Task directions:
Report back every line from the entries below in which the word "JALAN" occurs.
Start of Block
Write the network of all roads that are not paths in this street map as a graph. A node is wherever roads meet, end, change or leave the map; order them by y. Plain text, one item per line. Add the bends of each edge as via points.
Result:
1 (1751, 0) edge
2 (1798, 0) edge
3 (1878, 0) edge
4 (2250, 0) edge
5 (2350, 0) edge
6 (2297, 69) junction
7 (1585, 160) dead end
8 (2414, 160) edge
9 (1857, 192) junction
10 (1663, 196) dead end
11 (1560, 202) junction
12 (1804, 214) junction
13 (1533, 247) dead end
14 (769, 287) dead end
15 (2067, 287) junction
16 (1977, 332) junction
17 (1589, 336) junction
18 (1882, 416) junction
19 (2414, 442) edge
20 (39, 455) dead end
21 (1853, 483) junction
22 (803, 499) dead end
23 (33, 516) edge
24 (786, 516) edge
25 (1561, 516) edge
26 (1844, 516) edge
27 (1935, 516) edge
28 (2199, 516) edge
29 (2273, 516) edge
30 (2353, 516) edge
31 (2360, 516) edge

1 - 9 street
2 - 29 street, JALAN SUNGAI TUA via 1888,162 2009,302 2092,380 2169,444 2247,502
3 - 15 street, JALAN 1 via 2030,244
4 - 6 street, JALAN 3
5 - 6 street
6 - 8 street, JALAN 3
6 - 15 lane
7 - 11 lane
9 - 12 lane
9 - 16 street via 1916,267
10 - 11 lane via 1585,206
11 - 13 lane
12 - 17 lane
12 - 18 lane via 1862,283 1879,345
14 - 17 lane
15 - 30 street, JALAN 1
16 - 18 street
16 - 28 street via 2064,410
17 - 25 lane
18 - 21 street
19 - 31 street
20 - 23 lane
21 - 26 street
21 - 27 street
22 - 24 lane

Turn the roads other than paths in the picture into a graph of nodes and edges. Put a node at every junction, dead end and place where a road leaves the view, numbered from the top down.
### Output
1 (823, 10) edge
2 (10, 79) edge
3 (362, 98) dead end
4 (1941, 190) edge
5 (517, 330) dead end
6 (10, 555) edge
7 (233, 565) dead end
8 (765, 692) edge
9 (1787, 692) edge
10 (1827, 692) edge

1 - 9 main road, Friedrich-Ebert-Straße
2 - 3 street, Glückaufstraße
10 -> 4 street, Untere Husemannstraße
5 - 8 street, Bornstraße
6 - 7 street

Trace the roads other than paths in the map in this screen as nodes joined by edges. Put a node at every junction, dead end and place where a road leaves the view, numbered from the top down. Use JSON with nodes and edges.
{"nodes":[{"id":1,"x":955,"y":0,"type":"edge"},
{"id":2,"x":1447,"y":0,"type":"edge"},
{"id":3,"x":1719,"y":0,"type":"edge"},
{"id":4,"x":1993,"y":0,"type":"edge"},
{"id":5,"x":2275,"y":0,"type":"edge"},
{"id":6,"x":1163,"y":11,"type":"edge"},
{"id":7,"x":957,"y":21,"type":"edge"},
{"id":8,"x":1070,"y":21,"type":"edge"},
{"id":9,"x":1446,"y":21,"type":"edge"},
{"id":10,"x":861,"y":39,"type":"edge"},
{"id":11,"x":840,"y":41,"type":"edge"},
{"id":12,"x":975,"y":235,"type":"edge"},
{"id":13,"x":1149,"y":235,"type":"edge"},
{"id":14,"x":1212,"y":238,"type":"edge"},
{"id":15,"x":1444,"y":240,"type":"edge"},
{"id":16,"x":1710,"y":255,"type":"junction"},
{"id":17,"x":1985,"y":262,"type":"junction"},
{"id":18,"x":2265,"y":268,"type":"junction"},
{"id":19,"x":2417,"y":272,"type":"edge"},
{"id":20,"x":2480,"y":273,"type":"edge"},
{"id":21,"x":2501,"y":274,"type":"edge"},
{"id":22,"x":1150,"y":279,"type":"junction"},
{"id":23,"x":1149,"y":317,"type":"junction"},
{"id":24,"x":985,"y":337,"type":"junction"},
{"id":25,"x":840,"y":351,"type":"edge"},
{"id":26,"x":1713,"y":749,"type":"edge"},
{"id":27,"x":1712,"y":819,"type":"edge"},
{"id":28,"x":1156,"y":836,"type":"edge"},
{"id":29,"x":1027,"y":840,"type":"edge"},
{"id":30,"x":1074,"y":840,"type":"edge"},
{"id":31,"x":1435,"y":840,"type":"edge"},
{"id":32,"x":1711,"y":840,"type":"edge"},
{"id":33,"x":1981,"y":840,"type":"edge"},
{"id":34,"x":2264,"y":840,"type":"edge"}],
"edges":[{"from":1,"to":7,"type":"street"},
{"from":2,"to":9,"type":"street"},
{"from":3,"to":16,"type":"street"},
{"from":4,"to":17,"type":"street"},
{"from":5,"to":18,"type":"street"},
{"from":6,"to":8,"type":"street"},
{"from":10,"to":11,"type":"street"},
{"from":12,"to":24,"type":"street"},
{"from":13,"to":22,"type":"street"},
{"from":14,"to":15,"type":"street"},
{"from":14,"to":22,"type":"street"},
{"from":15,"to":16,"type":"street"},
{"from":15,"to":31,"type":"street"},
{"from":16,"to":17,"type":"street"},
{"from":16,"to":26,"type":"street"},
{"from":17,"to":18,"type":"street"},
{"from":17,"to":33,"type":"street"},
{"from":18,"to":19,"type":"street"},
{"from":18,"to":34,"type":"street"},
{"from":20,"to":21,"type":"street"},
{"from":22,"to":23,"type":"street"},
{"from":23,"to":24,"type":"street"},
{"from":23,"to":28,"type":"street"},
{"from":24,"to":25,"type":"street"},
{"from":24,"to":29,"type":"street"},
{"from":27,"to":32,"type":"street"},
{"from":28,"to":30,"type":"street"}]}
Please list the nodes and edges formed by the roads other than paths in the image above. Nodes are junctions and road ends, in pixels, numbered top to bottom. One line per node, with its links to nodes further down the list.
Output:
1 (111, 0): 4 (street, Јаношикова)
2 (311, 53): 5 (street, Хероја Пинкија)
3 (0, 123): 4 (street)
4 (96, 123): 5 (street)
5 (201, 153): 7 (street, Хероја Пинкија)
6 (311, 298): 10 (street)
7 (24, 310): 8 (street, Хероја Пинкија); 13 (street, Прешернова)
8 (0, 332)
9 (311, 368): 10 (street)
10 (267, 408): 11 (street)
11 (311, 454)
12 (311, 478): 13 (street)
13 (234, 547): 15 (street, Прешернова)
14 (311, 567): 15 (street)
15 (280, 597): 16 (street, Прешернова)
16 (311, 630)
End of Block
Response for this exercise:
2 - 29 street, JALAN SUNGAI TUA via 1888,162 2009,302 2092,380 2169,444 2247,502
3 - 15 street, JALAN 1 via 2030,244
4 - 6 street, JALAN 3
6 - 8 street, JALAN 3
15 - 30 street, JALAN 1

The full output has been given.